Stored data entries

● ● ● ●

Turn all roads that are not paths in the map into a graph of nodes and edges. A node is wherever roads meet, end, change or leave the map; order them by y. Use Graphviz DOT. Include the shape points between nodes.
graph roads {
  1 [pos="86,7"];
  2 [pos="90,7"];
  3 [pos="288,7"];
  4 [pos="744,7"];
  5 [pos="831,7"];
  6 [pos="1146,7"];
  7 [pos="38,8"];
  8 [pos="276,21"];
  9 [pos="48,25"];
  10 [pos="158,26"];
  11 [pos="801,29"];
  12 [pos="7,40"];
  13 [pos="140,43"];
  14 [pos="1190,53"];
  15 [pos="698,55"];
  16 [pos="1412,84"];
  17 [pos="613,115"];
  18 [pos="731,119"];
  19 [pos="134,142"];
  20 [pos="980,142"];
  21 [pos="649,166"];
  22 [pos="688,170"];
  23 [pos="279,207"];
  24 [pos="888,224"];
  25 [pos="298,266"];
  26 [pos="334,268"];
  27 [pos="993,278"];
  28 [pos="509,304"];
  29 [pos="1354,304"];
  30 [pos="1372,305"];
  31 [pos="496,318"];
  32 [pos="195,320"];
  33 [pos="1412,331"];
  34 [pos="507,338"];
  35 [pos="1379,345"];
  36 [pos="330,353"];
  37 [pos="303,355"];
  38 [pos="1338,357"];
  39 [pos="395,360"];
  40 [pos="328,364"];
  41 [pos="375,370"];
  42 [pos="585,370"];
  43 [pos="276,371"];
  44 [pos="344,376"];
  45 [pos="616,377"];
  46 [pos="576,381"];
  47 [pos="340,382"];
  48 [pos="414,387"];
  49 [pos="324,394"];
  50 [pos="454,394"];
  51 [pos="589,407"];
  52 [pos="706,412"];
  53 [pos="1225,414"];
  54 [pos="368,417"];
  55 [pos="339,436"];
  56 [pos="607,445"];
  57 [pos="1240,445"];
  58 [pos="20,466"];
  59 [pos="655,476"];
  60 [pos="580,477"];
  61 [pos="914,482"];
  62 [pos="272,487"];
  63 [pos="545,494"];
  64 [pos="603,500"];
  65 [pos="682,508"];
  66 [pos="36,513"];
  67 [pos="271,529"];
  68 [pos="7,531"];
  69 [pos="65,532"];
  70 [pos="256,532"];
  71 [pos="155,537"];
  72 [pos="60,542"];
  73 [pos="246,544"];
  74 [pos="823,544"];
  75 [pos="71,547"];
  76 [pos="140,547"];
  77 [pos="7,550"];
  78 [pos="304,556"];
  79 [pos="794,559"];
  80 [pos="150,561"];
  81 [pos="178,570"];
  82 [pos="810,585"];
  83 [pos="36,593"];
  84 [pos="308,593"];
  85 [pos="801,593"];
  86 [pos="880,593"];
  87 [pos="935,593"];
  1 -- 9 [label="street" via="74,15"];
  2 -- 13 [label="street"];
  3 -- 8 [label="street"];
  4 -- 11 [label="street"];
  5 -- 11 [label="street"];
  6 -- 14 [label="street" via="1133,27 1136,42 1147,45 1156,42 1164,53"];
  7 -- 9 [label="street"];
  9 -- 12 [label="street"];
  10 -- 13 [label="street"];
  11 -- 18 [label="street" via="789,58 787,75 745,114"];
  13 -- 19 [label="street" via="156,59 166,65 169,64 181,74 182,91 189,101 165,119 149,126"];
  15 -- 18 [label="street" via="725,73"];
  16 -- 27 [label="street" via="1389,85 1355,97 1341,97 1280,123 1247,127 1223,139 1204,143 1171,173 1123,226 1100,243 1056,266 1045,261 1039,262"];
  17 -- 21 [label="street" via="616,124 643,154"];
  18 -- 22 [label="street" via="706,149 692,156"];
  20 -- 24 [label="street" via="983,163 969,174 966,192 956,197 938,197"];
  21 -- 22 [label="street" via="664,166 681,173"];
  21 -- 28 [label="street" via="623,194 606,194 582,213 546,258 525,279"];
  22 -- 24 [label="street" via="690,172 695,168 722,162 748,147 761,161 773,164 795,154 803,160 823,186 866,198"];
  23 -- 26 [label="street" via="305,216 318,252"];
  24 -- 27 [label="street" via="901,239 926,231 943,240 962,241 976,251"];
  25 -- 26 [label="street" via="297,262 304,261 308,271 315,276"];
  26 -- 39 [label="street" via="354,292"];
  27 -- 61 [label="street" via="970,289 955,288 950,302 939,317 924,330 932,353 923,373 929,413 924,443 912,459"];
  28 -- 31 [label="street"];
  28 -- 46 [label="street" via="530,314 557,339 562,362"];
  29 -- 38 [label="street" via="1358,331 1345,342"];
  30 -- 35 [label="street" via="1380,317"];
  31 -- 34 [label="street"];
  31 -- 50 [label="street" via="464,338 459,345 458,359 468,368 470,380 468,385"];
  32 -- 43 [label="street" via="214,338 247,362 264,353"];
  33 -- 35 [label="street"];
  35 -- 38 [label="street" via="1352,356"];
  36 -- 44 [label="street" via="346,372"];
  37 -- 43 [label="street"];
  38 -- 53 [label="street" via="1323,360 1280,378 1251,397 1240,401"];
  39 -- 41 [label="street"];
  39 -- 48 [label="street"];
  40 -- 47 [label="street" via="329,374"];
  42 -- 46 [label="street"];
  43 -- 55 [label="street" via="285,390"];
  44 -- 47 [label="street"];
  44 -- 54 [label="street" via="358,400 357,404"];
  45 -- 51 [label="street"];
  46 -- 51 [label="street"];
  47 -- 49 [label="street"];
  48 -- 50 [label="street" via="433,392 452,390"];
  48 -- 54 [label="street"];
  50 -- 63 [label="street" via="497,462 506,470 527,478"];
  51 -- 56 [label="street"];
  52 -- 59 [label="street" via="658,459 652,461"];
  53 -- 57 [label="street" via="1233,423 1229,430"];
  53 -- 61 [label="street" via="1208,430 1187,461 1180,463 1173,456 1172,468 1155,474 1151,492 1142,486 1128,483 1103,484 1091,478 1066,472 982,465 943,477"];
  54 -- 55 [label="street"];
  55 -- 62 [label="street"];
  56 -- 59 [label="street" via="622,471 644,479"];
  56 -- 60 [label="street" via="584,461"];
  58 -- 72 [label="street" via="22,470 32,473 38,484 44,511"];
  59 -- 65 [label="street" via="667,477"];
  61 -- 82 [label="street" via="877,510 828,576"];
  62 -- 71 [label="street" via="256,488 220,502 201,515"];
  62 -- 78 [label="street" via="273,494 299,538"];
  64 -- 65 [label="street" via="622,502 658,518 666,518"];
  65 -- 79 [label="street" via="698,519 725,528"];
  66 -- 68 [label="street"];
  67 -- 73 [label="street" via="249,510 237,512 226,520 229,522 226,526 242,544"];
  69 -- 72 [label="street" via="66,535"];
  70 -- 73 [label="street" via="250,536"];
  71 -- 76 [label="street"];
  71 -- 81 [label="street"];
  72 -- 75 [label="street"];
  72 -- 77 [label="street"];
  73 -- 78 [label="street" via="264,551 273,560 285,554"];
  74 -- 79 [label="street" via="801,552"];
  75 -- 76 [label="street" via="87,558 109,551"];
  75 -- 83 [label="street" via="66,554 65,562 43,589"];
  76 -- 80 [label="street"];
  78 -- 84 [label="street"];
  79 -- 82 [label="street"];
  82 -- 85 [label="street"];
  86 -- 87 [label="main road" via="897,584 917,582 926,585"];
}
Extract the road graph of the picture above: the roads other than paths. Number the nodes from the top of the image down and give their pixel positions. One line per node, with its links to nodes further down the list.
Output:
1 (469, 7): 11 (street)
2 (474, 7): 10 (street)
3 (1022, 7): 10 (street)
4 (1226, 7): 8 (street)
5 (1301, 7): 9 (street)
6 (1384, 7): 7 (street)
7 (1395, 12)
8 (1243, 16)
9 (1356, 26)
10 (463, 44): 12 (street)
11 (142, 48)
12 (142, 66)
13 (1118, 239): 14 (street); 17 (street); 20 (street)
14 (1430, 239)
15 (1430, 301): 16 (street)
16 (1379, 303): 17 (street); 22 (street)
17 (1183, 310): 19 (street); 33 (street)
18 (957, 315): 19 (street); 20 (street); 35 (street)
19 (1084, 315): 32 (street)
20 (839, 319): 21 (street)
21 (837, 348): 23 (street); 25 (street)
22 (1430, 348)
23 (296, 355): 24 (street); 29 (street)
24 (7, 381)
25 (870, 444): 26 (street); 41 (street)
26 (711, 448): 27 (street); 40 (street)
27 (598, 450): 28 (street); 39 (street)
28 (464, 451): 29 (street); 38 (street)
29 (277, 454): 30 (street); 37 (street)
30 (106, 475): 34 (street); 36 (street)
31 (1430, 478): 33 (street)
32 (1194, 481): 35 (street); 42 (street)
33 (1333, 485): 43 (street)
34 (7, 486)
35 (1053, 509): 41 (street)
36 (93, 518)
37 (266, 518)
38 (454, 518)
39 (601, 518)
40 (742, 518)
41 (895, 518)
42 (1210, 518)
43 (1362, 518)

● ● ● ●

To do:
Whenever a line of the records holds the string "nodes", pick it out and copy it.

Reply:
Turn all roads that are not paths in the map into a graph of nodes and edges. A node is wherever roads meet, end, change or leave the map; order them by y. Use Graphviz DOT. Include the shape points between nodes.
Extract the road graph of the picture above: the roads other than paths. Number the nodes from the top of the image down and give their pixel positions. One line per node, with its links to nodes further down the list.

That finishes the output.